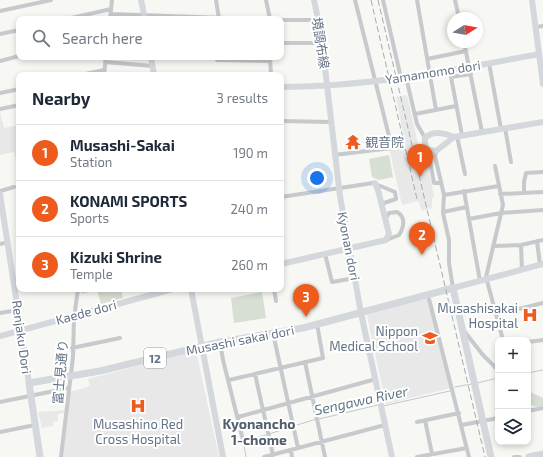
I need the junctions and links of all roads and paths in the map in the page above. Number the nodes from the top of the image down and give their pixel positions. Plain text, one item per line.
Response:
1 (50, 0) edge
2 (112, 0) edge
3 (141, 0) edge
4 (216, 0) edge
5 (266, 0) edge
6 (314, 0) edge
7 (355, 0) edge
8 (384, 0) edge
9 (417, 0) edge
10 (455, 0) edge
11 (533, 0) edge
12 (0, 11) edge
13 (111, 11) junction
14 (458, 12) edge
15 (84, 16) edge
16 (110, 16) edge
17 (138, 16) edge
18 (144, 16) edge
19 (219, 16) edge
20 (269, 16) edge
21 (284, 20) edge
22 (318, 20) junction
23 (543, 26) edge
24 (536, 27) junction
25 (16, 31) edge
26 (0, 34) edge
27 (540, 41) edge
28 (284, 43) edge
29 (322, 43) junction
30 (465, 48) edge
31 (466, 51) junction
32 (539, 54) junction
33 (16, 57) edge
34 (427, 59) junction
35 (151, 60) edge
36 (270, 60) edge
37 (0, 61) edge
38 (105, 62) joint
39 (489, 63) junction
40 (152, 66) junction
41 (469, 67) junction
42 (104, 72) edge
43 (153, 72) edge
44 (271, 72) edge
45 (429, 74) junction
46 (471, 74) junction
47 (542, 76) edge
48 (404, 78) junction
49 (376, 82) junction
50 (543, 84) edge
51 (327, 86) junction
52 (284, 87) edge
53 (16, 90) edge
54 (0, 93) edge
55 (16, 106) edge
56 (456, 106) junction
57 (0, 109) edge
58 (436, 110) junction
59 (415, 114) junction
60 (284, 121) edge
61 (330, 122) junction
62 (543, 122) edge
63 (503, 128) junction
64 (482, 132) junction
65 (455, 136) junction
66 (425, 138) junction
67 (428, 150) junction
68 (436, 151) junction
69 (334, 155) junction
70 (511, 162) dead end
71 (495, 166) dead end
72 (543, 172) edge
73 (465, 174) dead end
74 (375, 183) junction
75 (441, 183) junction
76 (499, 186) junction
77 (14, 187) dead end
78 (339, 189) junction
79 (464, 191) junction
80 (0, 192) edge
81 (543, 192) edge
82 (524, 193) junction
83 (444, 194) junction
84 (500, 194) junction
85 (284, 197) edge
86 (381, 204) junction
87 (467, 207) junction
88 (543, 210) edge
89 (443, 212) junction
90 (501, 213) junction
91 (386, 218) junction
92 (469, 219) junction
93 (3, 230) edge
94 (389, 234) junction
95 (396, 237) junction
96 (543, 240) edge
97 (537, 241) junction
98 (8, 242) junction
99 (383, 242) junction
100 (0, 244) edge
101 (521, 245) junction
102 (493, 246) junction
103 (349, 249) junction
104 (325, 254) junction
105 (284, 263) edge
106 (542, 265) edge
107 (522, 270) junction
108 (16, 278) edge
109 (355, 278) junction
110 (483, 280) junction
111 (453, 288) junction
112 (17, 292) edge
113 (78, 292) edge
114 (162, 292) edge
115 (191, 292) edge
116 (274, 292) edge
117 (428, 295) junction
118 (276, 301) dead end
119 (543, 303) edge
120 (18, 310) junction
121 (515, 310) dead end
122 (361, 312) junction
123 (0, 313) edge
124 (74, 315) junction
125 (316, 324) junction
126 (461, 326) junction
127 (21, 330) junction
128 (273, 333) junction
129 (0, 336) edge
130 (502, 337) edge
131 (120, 338) dead end
132 (543, 340) edge
133 (220, 342) junction
134 (531, 342) edge
135 (200, 346) junction
136 (72, 348) junction
137 (305, 362) junction
138 (495, 367) edge
139 (280, 368) junction
140 (255, 374) junction
141 (71, 376) junction
142 (376, 379) junction
143 (229, 380) junction
144 (29, 383) junction
145 (69, 388) junction
146 (31, 395) junction
147 (312, 396) junction
148 (0, 402) edge
149 (288, 403) junction
150 (543, 408) edge
151 (263, 410) junction
152 (531, 410) edge
153 (459, 413) junction
154 (238, 417) junction
155 (495, 419) edge
156 (425, 420) junction
157 (483, 421) junction
158 (417, 422) dead end
159 (36, 424) junction
160 (385, 425) junction
161 (462, 425) junction
162 (0, 432) edge
163 (243, 440) dead end
164 (322, 441) junction
165 (298, 448) junction
166 (467, 448) junction
167 (291, 450) junction
168 (273, 454) junction
169 (432, 454) junction
170 (543, 454) edge
171 (40, 457) edge
172 (61, 457) edge
173 (223, 457) edge
174 (264, 457) edge
175 (292, 457) edge
176 (325, 457) edge
177 (392, 457) edge
178 (418, 457) edge
179 (469, 457) edge
180 (491, 457) edge
181 (514, 457) edge
182 (520, 457) edge
183 (529, 457) edge

1 - 12 street
2 - 13 street
3 - 18 street
4 - 19 street
5 - 20 street
6 - 22 street, 境調布線
7 - 49 street
8 - 48 street
9 - 34 street
10 - 14 street
11 - 24 street
13 - 15 street
13 - 16 street
13 - 17 street
21 - 22 street
22 - 29 street, 境調布線
23 - 24 street
24 - 27 street
25 - 26 street
27 - 32 street
28 - 29 street
29 - 51 street, 境調布線
30 - 31 street
31 - 34 street
31 - 41 street
32 - 39 street, Yamamomo dori
32 - 47 street
33 - 37 street
34 - 45 street
35 - 40 street
36 - 44 street
38 - 40 street
38 - 42 street
39 - 41 street, Yamamomo dori
39 - 63 street
40 - 43 street
41 - 45 street, Yamamomo dori
41 - 46 street
45 - 48 street, Yamamomo dori
45 - 58 street
46 - 56 street
46 - 64 street
47 - 50 street
48 - 49 street, Yamamomo dori
48 - 59 street
49 - 51 street, Yamamomo dori
49 - 69 street
51 - 52 street
51 - 61 street, Kyonan dori
53 - 54 street
55 - 57 street
56 - 58 street
56 - 65 street
58 - 59 street
59 - 66 street
60 - 61 street
61 - 69 street, Kyonan dori
62 - 63 street
63 - 64 street
63 - 70 street
64 - 65 street
65 - 66 street
65 - 68 street
65 - 73 street
66 - 67 street
67 - 68 street
67 - 75 street
68 - 75 street
69 - 78 street, Kyonan dori
71 - 76 street
72 - 82 street
74 - 78 street
74 - 86 street
74 - 86 street
75 - 83 street
76 - 79 street
76 - 84 street
77 - 80 street
78 - 85 street
78 - 103 street, Kyonan dori
79 - 83 street
79 - 87 street
80 - 93 street, Renjaku Dori
81 - 82 street
82 - 84 street
83 - 89 street
84 - 90 street
86 - 91 street
87 - 89 street
87 - 92 street
88 - 90 street
89 - 111 street
90 - 92 street
90 - 102 street
91 - 94 street
91 - 95 street
92 - 110 street
93 - 98 street, Renjaku Dori
94 - 95 street
94 - 99 street
95 - 99 street
96 - 97 street
97 - 101 street
97 - 106 street
98 - 100 street
98 - 108 street, Renjaku Dori
99 - 103 street
101 - 102 street
101 - 107 street
102 - 110 street
103 - 104 street
103 - 109 street, Kyonan dori
104 - 105 street
104 - 109 street
106 - 107 street, Musashi sakai dori
107 - 110 street, Musashi sakai dori
109 - 122 street, Kyonan dori
110 - 111 street, Musashi sakai dori
110 - 130 street
111 - 117 main road, Musashi sakai dori / 12
111 - 126 main road
112 - 120 street, Renjaku Dori
113 - 124 street, 富士見通り
114 - 124 street, Kaede dori
115 - 135 street
116 - 118 street
117 - 122 main road, Musashi sakai dori / 12
117 - 153 street
119 - 121 street
120 - 123 street
120 - 127 street, Renjaku Dori
122 - 125 main road, Musashi sakai dori / 12
122 - 142 street, Kyonan dori
124 - 127 street, Kaede dori
124 - 136 street, 富士見通り
125 - 128 main road, Musashi sakai dori / 12
125 - 137 street
126 - 138 street
126 - 157 main road
127 - 129 street, Kaede dori
127 - 144 street, Renjaku Dori
128 - 133 main road, Musashi sakai dori / 12
128 - 139 street
131 - 136 street
132 - 134 street
133 - 135 main road, Musashi sakai dori / 12
133 - 143 street
135 - 141 main road, Musashi sakai dori / 12
135 - 173 street
136 - 141 street, 富士見通り
137 - 139 street
137 - 147 street
139 - 140 street
139 - 149 street
140 - 143 street
140 - 151 street
141 - 144 main road, Musashi sakai dori / 12
141 - 145 street, 富士見通り
142 - 147 street
142 - 160 street, Kyonan dori
143 - 154 street
144 - 146 main road, Renjaku Dori
145 - 146 street
145 - 172 street, 富士見通り
146 - 148 street
146 - 159 main road, Renjaku Dori
147 - 149 street
147 - 164 street
149 - 151 street
149 - 165 street
150 - 152 street
151 - 154 street
151 - 168 street
153 - 156 street
153 - 161 street
154 - 163 street
155 - 157 street
156 - 158 street
156 - 169 street
157 - 161 street
157 - 180 main road
159 - 162 street
159 - 171 main road, Renjaku Dori
160 - 164 street
160 - 177 street, Kyonan dori
161 - 166 street
164 - 165 street
164 - 176 street
165 - 167 street
166 - 169 street
166 - 179 street
167 - 168 street
167 - 175 street
168 - 174 street
169 - 178 street
170 - 183 main road
181 - 182 street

_ _ _ _ _ _ _

### What you have to do
Give the number of lines in the data that include the string "Yamamomo", please, and nothing else.

### Answer space
6